Many of the crowd would have come to see stars like Shaun Pollock, Mark Boucher and Jacques Rudolph but it was a comparitively unsung batsman who stole the show.

Boeta Dippenaar collected a 90-ball century, completed by a straight driven four off Mark Davis from the penultimate delivery of the innings as South Africa set 267-7 in their 50 overs.

It was stunning evidence of the strength on which the tourists can call for the forthcoming games.

Dippenaar, 26 last weekend, is no more than an outsider for the NatWest Series, despite averaging 42 in his 61 one-day internationals.

He has never reached three figures in that time but paced things to perfection in yesterday's day-night fixture, hitting just three fours in his first 50 but accelerating late on, pulling Robin Martin-Jenkins and driving Davis for sixes.

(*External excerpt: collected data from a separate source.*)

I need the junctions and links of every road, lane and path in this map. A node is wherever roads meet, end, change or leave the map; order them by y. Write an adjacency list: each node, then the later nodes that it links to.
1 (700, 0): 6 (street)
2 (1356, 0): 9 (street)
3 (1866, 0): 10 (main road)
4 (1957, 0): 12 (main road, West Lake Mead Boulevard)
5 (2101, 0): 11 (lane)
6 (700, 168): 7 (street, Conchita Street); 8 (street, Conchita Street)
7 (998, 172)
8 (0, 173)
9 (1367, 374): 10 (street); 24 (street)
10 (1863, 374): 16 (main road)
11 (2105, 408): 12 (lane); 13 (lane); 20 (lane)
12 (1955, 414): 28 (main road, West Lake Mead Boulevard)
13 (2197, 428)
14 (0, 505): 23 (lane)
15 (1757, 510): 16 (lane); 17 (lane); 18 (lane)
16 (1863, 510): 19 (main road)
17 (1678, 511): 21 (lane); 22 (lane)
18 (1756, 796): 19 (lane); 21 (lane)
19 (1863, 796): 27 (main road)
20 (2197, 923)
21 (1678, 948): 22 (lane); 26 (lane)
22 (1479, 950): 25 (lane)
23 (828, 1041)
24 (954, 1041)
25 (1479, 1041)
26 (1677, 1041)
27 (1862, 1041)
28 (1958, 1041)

Sussex, who play Essex Eagles today at Hove (3.00), offered him one major let off, the diving Carl Hopkinson failing to hang on to a difficult chance at mid-on off Davis when the batsman had made just 12.

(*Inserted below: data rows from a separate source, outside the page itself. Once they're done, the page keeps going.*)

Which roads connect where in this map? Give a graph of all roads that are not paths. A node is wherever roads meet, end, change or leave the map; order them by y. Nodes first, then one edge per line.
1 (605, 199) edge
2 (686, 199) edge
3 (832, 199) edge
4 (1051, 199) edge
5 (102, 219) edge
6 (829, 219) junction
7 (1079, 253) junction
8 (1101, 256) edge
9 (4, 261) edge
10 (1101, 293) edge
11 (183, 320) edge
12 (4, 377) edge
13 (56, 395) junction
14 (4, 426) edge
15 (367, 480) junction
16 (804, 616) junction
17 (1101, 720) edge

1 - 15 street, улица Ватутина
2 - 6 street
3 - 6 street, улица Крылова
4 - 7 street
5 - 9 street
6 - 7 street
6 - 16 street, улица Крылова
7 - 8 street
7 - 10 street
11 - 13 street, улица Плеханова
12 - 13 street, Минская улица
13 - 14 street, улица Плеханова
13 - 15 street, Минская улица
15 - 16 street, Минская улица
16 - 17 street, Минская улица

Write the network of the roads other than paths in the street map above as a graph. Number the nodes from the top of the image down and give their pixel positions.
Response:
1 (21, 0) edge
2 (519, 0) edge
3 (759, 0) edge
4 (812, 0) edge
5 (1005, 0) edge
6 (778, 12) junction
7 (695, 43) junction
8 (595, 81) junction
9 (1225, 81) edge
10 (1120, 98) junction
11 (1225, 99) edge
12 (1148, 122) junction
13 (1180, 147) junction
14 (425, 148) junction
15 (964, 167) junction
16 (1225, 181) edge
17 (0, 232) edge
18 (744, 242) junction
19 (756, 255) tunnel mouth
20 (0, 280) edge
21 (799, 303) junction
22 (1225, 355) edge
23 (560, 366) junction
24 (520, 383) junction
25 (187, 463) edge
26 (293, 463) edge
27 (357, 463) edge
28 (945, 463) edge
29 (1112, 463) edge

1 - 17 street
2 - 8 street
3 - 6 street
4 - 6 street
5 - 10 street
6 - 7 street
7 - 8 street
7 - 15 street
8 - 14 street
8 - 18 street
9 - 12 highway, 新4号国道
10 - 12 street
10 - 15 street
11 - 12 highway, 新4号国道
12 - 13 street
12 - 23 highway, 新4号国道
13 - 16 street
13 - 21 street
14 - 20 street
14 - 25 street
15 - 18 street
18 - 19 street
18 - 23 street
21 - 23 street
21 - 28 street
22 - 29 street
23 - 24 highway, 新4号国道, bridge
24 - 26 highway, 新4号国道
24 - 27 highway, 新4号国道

Dippenaar was building on a brisk start provided by the tourists' young skipper Graeme Smith and Herschelle Gibbs, who both hit 31 before departing off successive balls.

Hopkinson had Smith picked up by a diving Murray Goodwin at square leg off the final ball of the 12th over, then Gibbs was trapped in front by Martin Jenkins.

Spinner Mushtaq Ahmed gave the batsmen most to think about and claimed the wicket of Rudolph, South Africa's new wonder boy, who fell to a juggling catch by Matt Prior, Sussex's Johannesburg-born wicket keeper.

There was also joy against his compatriots for Davis, who hailed from Port Elizabeth, as he defeated Pollock's attempted sweep.

As if to prove the point about strength in depth it was first change bowler Charl Langeveldt who made the breakthrough in the Sussex reply.

The 28-year-old former prison warden bowled Mike Yardy and Goodwin with his second and third deliveries, then saw Chris Adams jab down sharply on a yorker with the hat-trick ball.

Langeveldt also picked up a simple return catch when Martin Jenkins misqueued a pull.

Not that the tourists's three other seamers offered much respite.

Makhaya Ntini beat Richard Montgomerie for pace to remove his middle stump and Prior's frustration at being tied down led to him attempting a huge drive and edging behind.

The contest was over by then.

Skipper Chris Adams produced a few bludgeoning boundaries before driving his namesake Paul, the South African spinner, into the hands of Dippenaar at short extra cover.

At that stage however it was the cheerful chatter of Ntini in the outfield which could be heard rather than any victory cheers from the home support.

Now South Africa aim to be the talk of the English cricketing summer, whatever the personnel.